<<<<
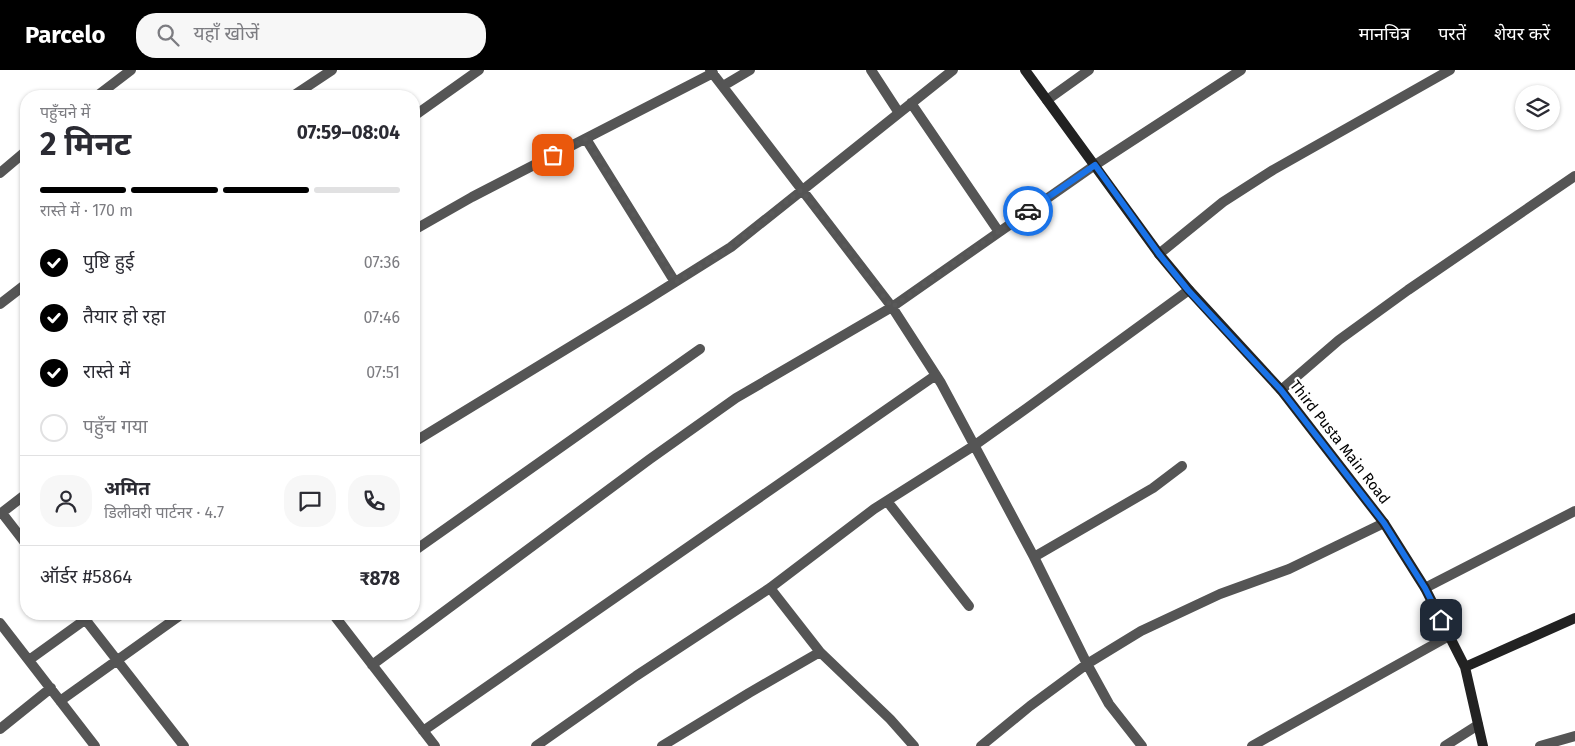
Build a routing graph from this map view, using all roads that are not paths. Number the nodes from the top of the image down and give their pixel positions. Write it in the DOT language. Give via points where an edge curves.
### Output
>>>>
<<<<
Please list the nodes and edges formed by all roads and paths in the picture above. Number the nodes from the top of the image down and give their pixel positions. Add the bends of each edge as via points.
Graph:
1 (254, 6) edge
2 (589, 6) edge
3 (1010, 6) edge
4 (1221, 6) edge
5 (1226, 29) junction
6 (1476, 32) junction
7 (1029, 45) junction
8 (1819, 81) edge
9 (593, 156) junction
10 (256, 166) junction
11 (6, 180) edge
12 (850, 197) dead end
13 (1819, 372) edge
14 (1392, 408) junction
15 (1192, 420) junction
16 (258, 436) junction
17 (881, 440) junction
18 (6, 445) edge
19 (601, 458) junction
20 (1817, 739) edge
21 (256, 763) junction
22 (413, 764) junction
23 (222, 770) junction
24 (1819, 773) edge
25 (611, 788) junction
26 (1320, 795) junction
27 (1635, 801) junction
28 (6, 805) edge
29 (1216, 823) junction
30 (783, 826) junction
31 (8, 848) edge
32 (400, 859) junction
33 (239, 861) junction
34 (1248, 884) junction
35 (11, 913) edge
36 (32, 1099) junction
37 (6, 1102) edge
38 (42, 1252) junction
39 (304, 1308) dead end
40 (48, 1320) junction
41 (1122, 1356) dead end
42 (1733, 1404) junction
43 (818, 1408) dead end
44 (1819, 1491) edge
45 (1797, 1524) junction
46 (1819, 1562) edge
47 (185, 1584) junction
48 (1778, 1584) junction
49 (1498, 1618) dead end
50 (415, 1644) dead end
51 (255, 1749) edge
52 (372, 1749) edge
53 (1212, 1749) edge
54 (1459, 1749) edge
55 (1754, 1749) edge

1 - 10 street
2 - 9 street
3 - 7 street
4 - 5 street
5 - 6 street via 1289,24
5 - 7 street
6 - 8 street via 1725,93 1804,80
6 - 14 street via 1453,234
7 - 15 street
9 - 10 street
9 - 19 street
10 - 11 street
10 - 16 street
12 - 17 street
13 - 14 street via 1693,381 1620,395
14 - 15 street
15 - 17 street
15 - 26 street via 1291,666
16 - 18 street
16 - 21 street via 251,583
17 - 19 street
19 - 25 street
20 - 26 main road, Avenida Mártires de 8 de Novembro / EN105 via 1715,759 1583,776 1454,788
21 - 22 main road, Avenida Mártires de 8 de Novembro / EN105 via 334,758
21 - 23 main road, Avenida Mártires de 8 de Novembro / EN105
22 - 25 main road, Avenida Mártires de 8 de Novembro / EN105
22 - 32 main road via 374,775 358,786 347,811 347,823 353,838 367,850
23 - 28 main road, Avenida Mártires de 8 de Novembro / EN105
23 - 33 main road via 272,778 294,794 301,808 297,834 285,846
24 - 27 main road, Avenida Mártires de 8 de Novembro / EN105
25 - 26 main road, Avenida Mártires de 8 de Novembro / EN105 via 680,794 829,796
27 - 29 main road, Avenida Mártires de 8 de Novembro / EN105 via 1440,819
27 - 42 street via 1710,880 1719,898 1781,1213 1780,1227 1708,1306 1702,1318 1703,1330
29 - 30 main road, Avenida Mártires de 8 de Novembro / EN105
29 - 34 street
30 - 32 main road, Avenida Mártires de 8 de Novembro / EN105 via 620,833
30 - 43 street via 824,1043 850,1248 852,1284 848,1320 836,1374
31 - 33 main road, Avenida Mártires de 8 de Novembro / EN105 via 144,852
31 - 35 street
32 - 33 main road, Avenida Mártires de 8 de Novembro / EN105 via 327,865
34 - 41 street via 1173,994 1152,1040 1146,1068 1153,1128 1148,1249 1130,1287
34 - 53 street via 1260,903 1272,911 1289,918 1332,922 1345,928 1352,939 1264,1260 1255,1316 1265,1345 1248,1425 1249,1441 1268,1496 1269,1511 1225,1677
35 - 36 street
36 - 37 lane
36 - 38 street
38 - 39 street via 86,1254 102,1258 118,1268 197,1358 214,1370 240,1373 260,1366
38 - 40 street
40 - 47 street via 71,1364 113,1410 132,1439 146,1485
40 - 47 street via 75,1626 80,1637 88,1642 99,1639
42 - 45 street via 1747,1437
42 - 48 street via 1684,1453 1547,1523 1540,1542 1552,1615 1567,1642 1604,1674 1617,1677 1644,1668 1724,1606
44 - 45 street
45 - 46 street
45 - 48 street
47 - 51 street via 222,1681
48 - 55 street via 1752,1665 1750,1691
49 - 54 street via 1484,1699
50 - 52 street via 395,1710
>>>>
◆ **TASK BRIEF**
Copy out all lines of the material containing the word "Number".

◆ **ANSWER BELOW**
Build a routing graph from this map view, using all roads that are not paths. Number the nodes from the top of the image down and give their pixel positions. Write it in the DOT language. Give via points where an edge curves.
Please list the nodes and edges formed by all roads and paths in the picture above. Number the nodes from the top of the image down and give their pixel positions. Add the bends of each edge as via points.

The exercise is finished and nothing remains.